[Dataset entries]
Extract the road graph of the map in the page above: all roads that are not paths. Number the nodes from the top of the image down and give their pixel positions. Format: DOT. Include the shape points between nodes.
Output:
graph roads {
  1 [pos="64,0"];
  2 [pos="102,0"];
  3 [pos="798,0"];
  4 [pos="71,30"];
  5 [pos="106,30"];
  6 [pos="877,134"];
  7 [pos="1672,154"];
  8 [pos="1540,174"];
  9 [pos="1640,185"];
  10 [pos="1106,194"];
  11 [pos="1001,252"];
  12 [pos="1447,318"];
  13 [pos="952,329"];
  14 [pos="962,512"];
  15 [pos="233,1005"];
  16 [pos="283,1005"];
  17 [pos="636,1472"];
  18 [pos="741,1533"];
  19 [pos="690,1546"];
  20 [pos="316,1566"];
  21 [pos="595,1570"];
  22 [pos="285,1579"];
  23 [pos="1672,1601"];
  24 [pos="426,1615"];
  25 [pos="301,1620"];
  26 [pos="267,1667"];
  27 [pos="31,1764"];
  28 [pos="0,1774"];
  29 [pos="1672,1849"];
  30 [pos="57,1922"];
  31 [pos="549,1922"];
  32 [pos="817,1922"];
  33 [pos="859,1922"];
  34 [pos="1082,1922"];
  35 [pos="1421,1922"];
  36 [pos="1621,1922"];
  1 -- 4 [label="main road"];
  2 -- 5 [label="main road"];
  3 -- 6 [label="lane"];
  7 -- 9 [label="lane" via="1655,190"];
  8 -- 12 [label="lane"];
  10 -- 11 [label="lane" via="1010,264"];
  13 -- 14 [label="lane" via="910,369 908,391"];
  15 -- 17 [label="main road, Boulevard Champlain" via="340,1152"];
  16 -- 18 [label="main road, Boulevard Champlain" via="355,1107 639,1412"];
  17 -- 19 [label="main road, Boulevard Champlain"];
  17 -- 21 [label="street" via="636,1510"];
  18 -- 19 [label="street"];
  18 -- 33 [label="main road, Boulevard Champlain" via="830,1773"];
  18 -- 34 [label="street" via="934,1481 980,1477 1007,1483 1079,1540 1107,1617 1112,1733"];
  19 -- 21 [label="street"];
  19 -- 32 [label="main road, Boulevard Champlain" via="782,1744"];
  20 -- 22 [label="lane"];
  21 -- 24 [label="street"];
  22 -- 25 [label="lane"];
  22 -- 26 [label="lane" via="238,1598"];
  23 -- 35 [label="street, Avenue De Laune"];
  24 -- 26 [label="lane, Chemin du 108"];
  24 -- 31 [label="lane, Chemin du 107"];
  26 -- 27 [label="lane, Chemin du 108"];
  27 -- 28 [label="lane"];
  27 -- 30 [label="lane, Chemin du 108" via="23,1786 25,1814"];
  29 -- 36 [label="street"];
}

Your assignment ▸
Set every record down again, exactly as given.

Solution for this exercise ▸
Extract the road graph of the map in the page above: all roads that are not paths. Number the nodes from the top of the image down and give their pixel positions. Format: DOT. Include the shape points between nodes.
Output:
graph roads {
  1 [pos="64,0"];
  2 [pos="102,0"];
  3 [pos="798,0"];
  4 [pos="71,30"];
  5 [pos="106,30"];
  6 [pos="877,134"];
  7 [pos="1672,154"];
  8 [pos="1540,174"];
  9 [pos="1640,185"];
  10 [pos="1106,194"];
  11 [pos="1001,252"];
  12 [pos="1447,318"];
  13 [pos="952,329"];
  14 [pos="962,512"];
  15 [pos="233,1005"];
  16 [pos="283,1005"];
  17 [pos="636,1472"];
  18 [pos="741,1533"];
  19 [pos="690,1546"];
  20 [pos="316,1566"];
  21 [pos="595,1570"];
  22 [pos="285,1579"];
  23 [pos="1672,1601"];
  24 [pos="426,1615"];
  25 [pos="301,1620"];
  26 [pos="267,1667"];
  27 [pos="31,1764"];
  28 [pos="0,1774"];
  29 [pos="1672,1849"];
  30 [pos="57,1922"];
  31 [pos="549,1922"];
  32 [pos="817,1922"];
  33 [pos="859,1922"];
  34 [pos="1082,1922"];
  35 [pos="1421,1922"];
  36 [pos="1621,1922"];
  1 -- 4 [label="main road"];
  2 -- 5 [label="main road"];
  3 -- 6 [label="lane"];
  7 -- 9 [label="lane" via="1655,190"];
  8 -- 12 [label="lane"];
  10 -- 11 [label="lane" via="1010,264"];
  13 -- 14 [label="lane" via="910,369 908,391"];
  15 -- 17 [label="main road, Boulevard Champlain" via="340,1152"];
  16 -- 18 [label="main road, Boulevard Champlain" via="355,1107 639,1412"];
  17 -- 19 [label="main road, Boulevard Champlain"];
  17 -- 21 [label="street" via="636,1510"];
  18 -- 19 [label="street"];
  18 -- 33 [label="main road, Boulevard Champlain" via="830,1773"];
  18 -- 34 [label="street" via="934,1481 980,1477 1007,1483 1079,1540 1107,1617 1112,1733"];
  19 -- 21 [label="street"];
  19 -- 32 [label="main road, Boulevard Champlain" via="782,1744"];
  20 -- 22 [label="lane"];
  21 -- 24 [label="street"];
  22 -- 25 [label="lane"];
  22 -- 26 [label="lane" via="238,1598"];
  23 -- 35 [label="street, Avenue De Laune"];
  24 -- 26 [label="lane, Chemin du 108"];
  24 -- 31 [label="lane, Chemin du 107"];
  26 -- 27 [label="lane, Chemin du 108"];
  27 -- 28 [label="lane"];
  27 -- 30 [label="lane, Chemin du 108" via="23,1786 25,1814"];
  29 -- 36 [label="street"];
}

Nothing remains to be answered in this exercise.